(Beginning of AVAILABLE DATA)

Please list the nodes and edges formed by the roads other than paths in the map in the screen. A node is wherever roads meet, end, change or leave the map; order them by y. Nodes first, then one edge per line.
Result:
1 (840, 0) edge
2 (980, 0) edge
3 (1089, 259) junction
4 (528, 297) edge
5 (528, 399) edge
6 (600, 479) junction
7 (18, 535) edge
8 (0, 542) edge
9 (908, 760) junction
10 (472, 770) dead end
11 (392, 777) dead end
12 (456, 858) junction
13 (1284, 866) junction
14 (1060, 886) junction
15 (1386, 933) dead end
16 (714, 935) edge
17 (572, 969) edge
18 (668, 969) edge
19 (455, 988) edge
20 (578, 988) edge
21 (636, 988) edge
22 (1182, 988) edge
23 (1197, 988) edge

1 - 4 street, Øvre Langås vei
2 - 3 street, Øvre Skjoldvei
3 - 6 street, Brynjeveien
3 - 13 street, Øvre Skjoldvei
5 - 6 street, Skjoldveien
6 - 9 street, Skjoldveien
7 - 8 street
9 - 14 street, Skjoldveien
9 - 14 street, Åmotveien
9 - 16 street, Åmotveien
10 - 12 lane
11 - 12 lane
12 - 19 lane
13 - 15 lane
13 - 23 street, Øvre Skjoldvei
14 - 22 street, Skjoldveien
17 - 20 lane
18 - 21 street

(End of AVAILABLE DATA)

▶ **EXERCISE REQUIREMENTS**
The complete set of entries above must be reproduced verbatim.

▶ **OUTPUT FOR THIS TASK**
Please list the nodes and edges formed by the roads other than paths in the map in the screen. A node is wherever roads meet, end, change or leave the map; order them by y. Nodes first, then one edge per line.
Result:
1 (840, 0) edge
2 (980, 0) edge
3 (1089, 259) junction
4 (528, 297) edge
5 (528, 399) edge
6 (600, 479) junction
7 (18, 535) edge
8 (0, 542) edge
9 (908, 760) junction
10 (472, 770) dead end
11 (392, 777) dead end
12 (456, 858) junction
13 (1284, 866) junction
14 (1060, 886) junction
15 (1386, 933) dead end
16 (714, 935) edge
17 (572, 969) edge
18 (668, 969) edge
19 (455, 988) edge
20 (578, 988) edge
21 (636, 988) edge
22 (1182, 988) edge
23 (1197, 988) edge

1 - 4 street, Øvre Langås vei
2 - 3 street, Øvre Skjoldvei
3 - 6 street, Brynjeveien
3 - 13 street, Øvre Skjoldvei
5 - 6 street, Skjoldveien
6 - 9 street, Skjoldveien
7 - 8 street
9 - 14 street, Skjoldveien
9 - 14 street, Åmotveien
9 - 16 street, Åmotveien
10 - 12 lane
11 - 12 lane
12 - 19 lane
13 - 15 lane
13 - 23 street, Øvre Skjoldvei
14 - 22 street, Skjoldveien
17 - 20 lane
18 - 21 street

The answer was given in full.